• Task goal:
The answer must be every line of the data that holds the word "dead".

• Material for the task:
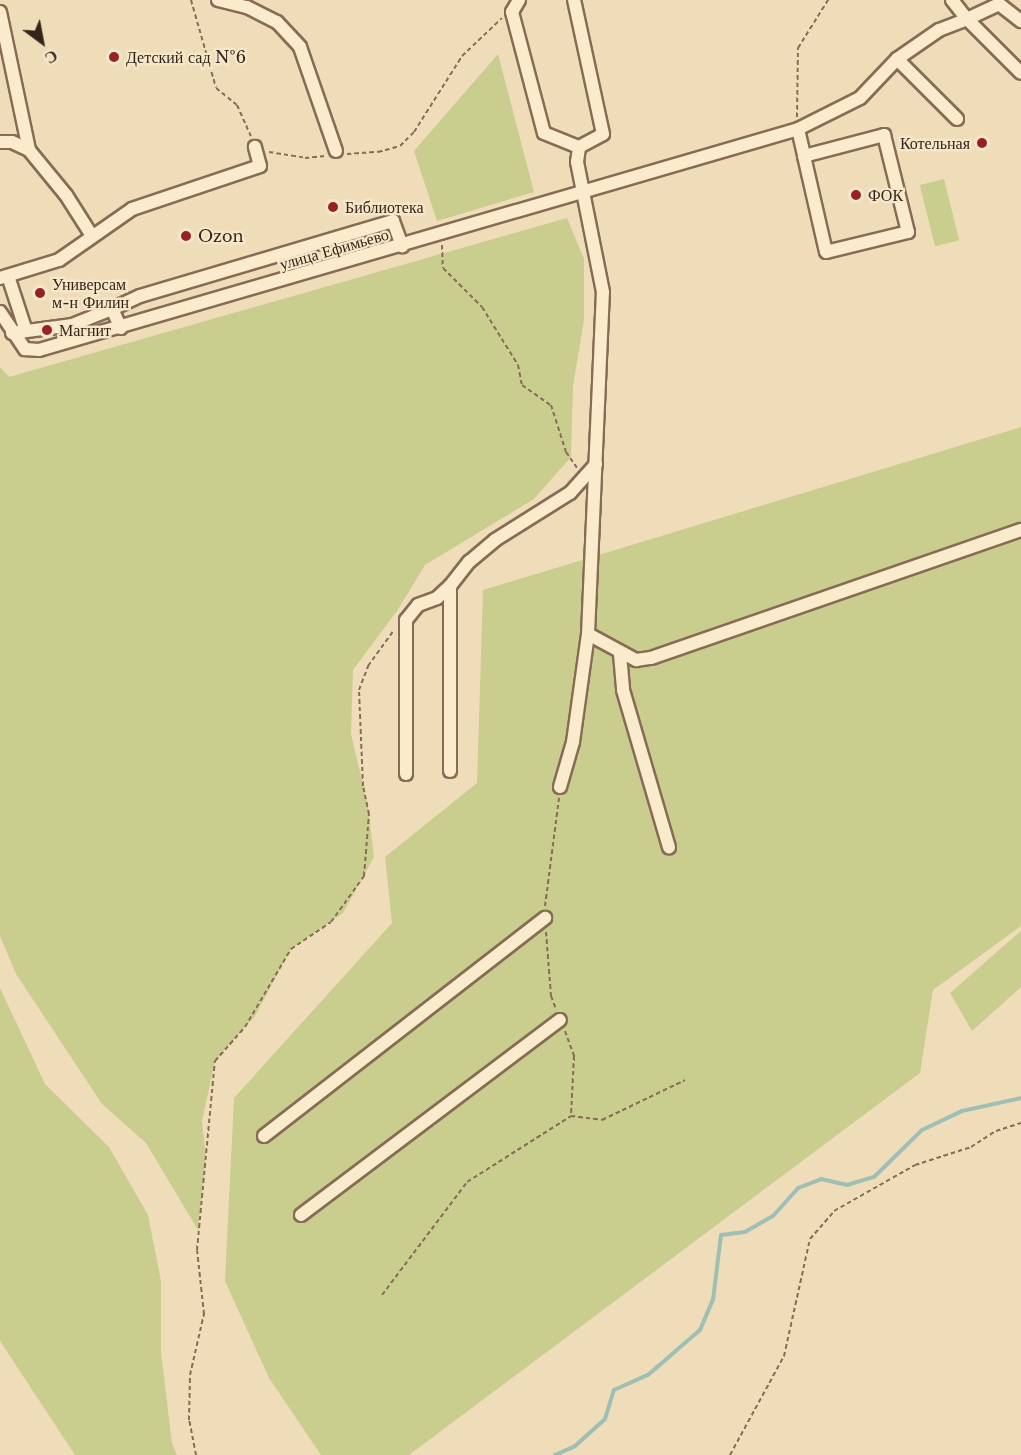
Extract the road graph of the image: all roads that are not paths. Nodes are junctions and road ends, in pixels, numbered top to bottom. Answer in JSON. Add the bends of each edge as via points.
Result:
{"nodes":[{"id":1,"x":218,"y":0,"type":"edge"},
{"id":2,"x":519,"y":0,"type":"edge"},
{"id":3,"x":574,"y":0,"type":"edge"},
{"id":4,"x":952,"y":0,"type":"edge"},
{"id":5,"x":0,"y":12,"type":"edge"},
{"id":6,"x":967,"y":19,"type":"junction"},
{"id":7,"x":1021,"y":21,"type":"edge"},
{"id":8,"x":897,"y":59,"type":"junction"},
{"id":9,"x":1021,"y":73,"type":"edge"},
{"id":10,"x":957,"y":119,"type":"dead end"},
{"id":11,"x":798,"y":129,"type":"junction"},
{"id":12,"x":0,"y":142,"type":"edge"},
{"id":13,"x":255,"y":147,"type":"road end"},
{"id":14,"x":579,"y":147,"type":"junction"},
{"id":15,"x":29,"y":150,"type":"junction"},
{"id":16,"x":336,"y":151,"type":"road end"},
{"id":17,"x":804,"y":156,"type":"junction"},
{"id":18,"x":584,"y":194,"type":"junction"},
{"id":19,"x":92,"y":236,"type":"junction"},
{"id":20,"x":402,"y":246,"type":"junction"},
{"id":21,"x":4,"y":277,"type":"edge"},
{"id":22,"x":112,"y":309,"type":"junction"},
{"id":23,"x":0,"y":312,"type":"edge"},
{"id":24,"x":25,"y":328,"type":"junction"},
{"id":25,"x":121,"y":328,"type":"junction"},
{"id":26,"x":12,"y":333,"type":"junction"},
{"id":27,"x":596,"y":464,"type":"junction"},
{"id":28,"x":1021,"y":530,"type":"edge"},
{"id":29,"x":450,"y":586,"type":"junction"},
{"id":30,"x":588,"y":634,"type":"junction"},
{"id":31,"x":620,"y":654,"type":"junction"},
{"id":32,"x":450,"y":771,"type":"dead end"},
{"id":33,"x":406,"y":774,"type":"dead end"},
{"id":34,"x":560,"y":787,"type":"road end"},
{"id":35,"x":669,"y":847,"type":"dead end"},
{"id":36,"x":545,"y":918,"type":"road end"},
{"id":37,"x":560,"y":1020,"type":"road end"},
{"id":38,"x":264,"y":1136,"type":"dead end"},
{"id":39,"x":301,"y":1215,"type":"dead end"}],
"edges":[{"from":1,"to":16,"type":"street","via":[[247,7],[277,22],[300,47]]},
{"from":2,"to":14,"type":"street","via":[[512,12],[544,133]]},
{"from":3,"to":14,"type":"street","via":[[603,134]]},
{"from":4,"to":6,"type":"street"},
{"from":5,"to":15,"type":"street"},
{"from":6,"to":7,"type":"street","name":"улица Ефимьево","via":[[999,4]]},
{"from":6,"to":8,"type":"street","name":"улица Ефимьево","via":[[939,30]]},
{"from":6,"to":9,"type":"street"},
{"from":8,"to":10,"type":"street"},
{"from":8,"to":11,"type":"street","name":"улица Ефимьево","via":[[860,98]]},
{"from":11,"to":17,"type":"street"},
{"from":11,"to":18,"type":"street","name":"улица Ефимьево"},
{"from":12,"to":15,"type":"street","via":[[12,142]]},
{"from":13,"to":19,"type":"street","via":[[260,166],[132,209]]},
{"from":14,"to":18,"type":"street","via":[[577,162]]},
{"from":15,"to":19,"type":"street","via":[[66,195]]},
{"from":17,"to":17,"type":"street","via":[[884,135],[908,232],[826,252]]},
{"from":18,"to":20,"type":"street","name":"улица Ефимьево"},
{"from":18,"to":27,"type":"street","via":[[603,292]]},
{"from":19,"to":21,"type":"street","via":[[58,260]]},
{"from":20,"to":22,"type":"street","via":[[393,221],[140,296]]},
{"from":20,"to":25,"type":"street","name":"улица Ефимьево"},
{"from":21,"to":24,"type":"street"},
{"from":22,"to":24,"type":"street","via":[[72,325],[36,332]]},
{"from":22,"to":25,"type":"street"},
{"from":23,"to":26,"type":"street","name":"улица Ефимьево"},
{"from":24,"to":26,"type":"street"},
{"from":25,"to":26,"type":"street","name":"улица Ефимьево","via":[[39,350],[25,349]]},
{"from":27,"to":29,"type":"street","via":[[570,493],[495,540],[469,562]]},
{"from":27,"to":30,"type":"street"},
{"from":28,"to":31,"type":"street","via":[[651,658],[636,660]]},
{"from":29,"to":32,"type":"street"},
{"from":29,"to":33,"type":"street","via":[[437,598],[418,605],[406,620]]},
{"from":30,"to":31,"type":"street"},
{"from":30,"to":34,"type":"street","via":[[573,742]]},
{"from":31,"to":35,"type":"street","via":[[623,690]]},
{"from":36,"to":38,"type":"street"},
{"from":37,"to":39,"type":"street"}]}
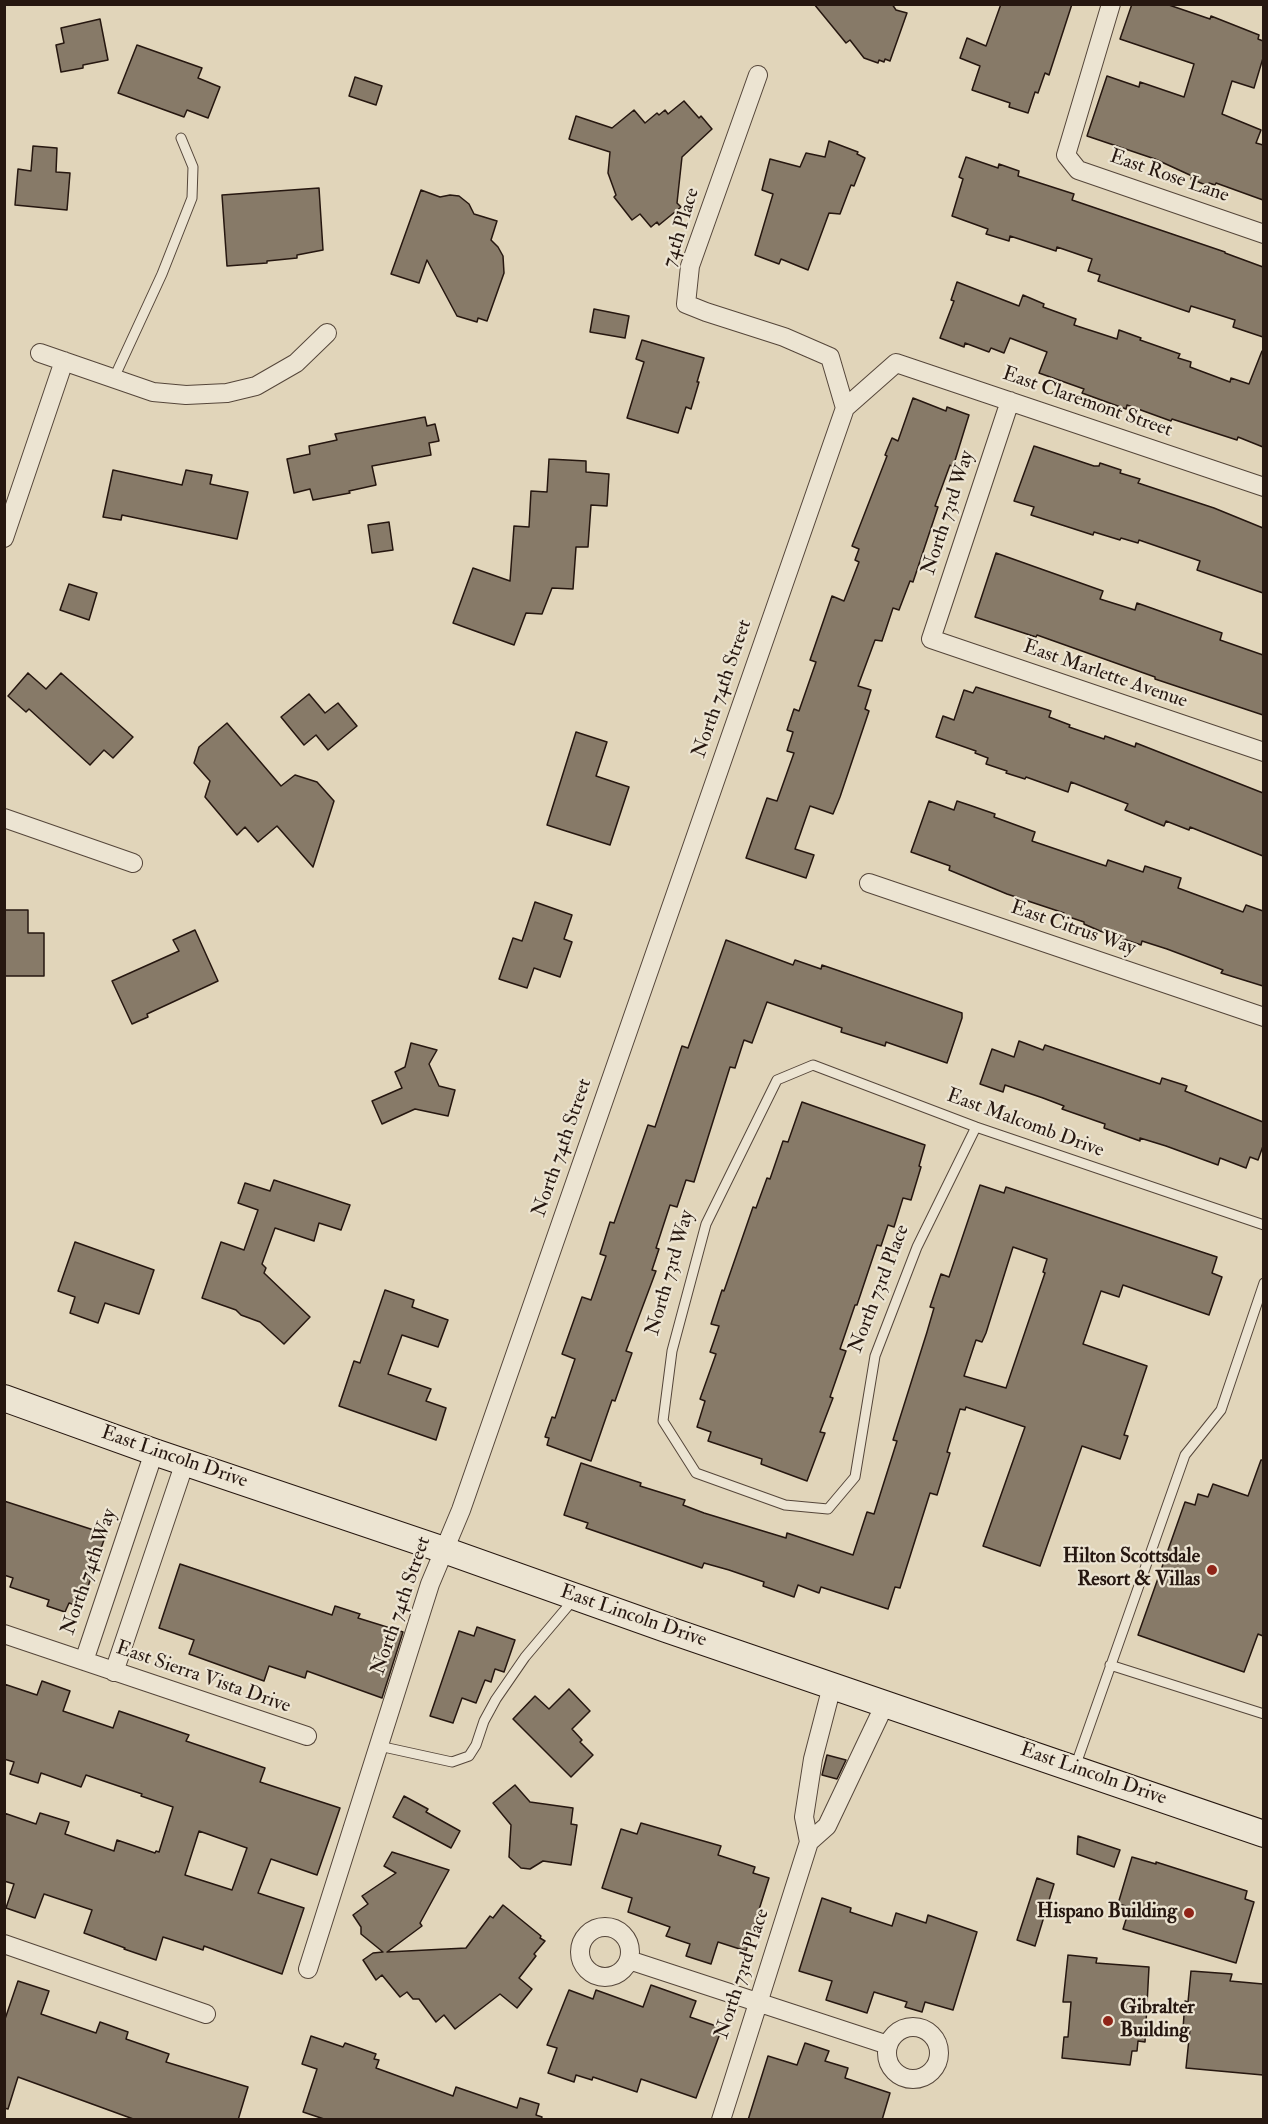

• Output below:
{"id":10,"x":957,"y":119,"type":"dead end"},
{"id":32,"x":450,"y":771,"type":"dead end"},
{"id":33,"x":406,"y":774,"type":"dead end"},
{"id":35,"x":669,"y":847,"type":"dead end"},
{"id":38,"x":264,"y":1136,"type":"dead end"},
{"id":39,"x":301,"y":1215,"type":"dead end"}],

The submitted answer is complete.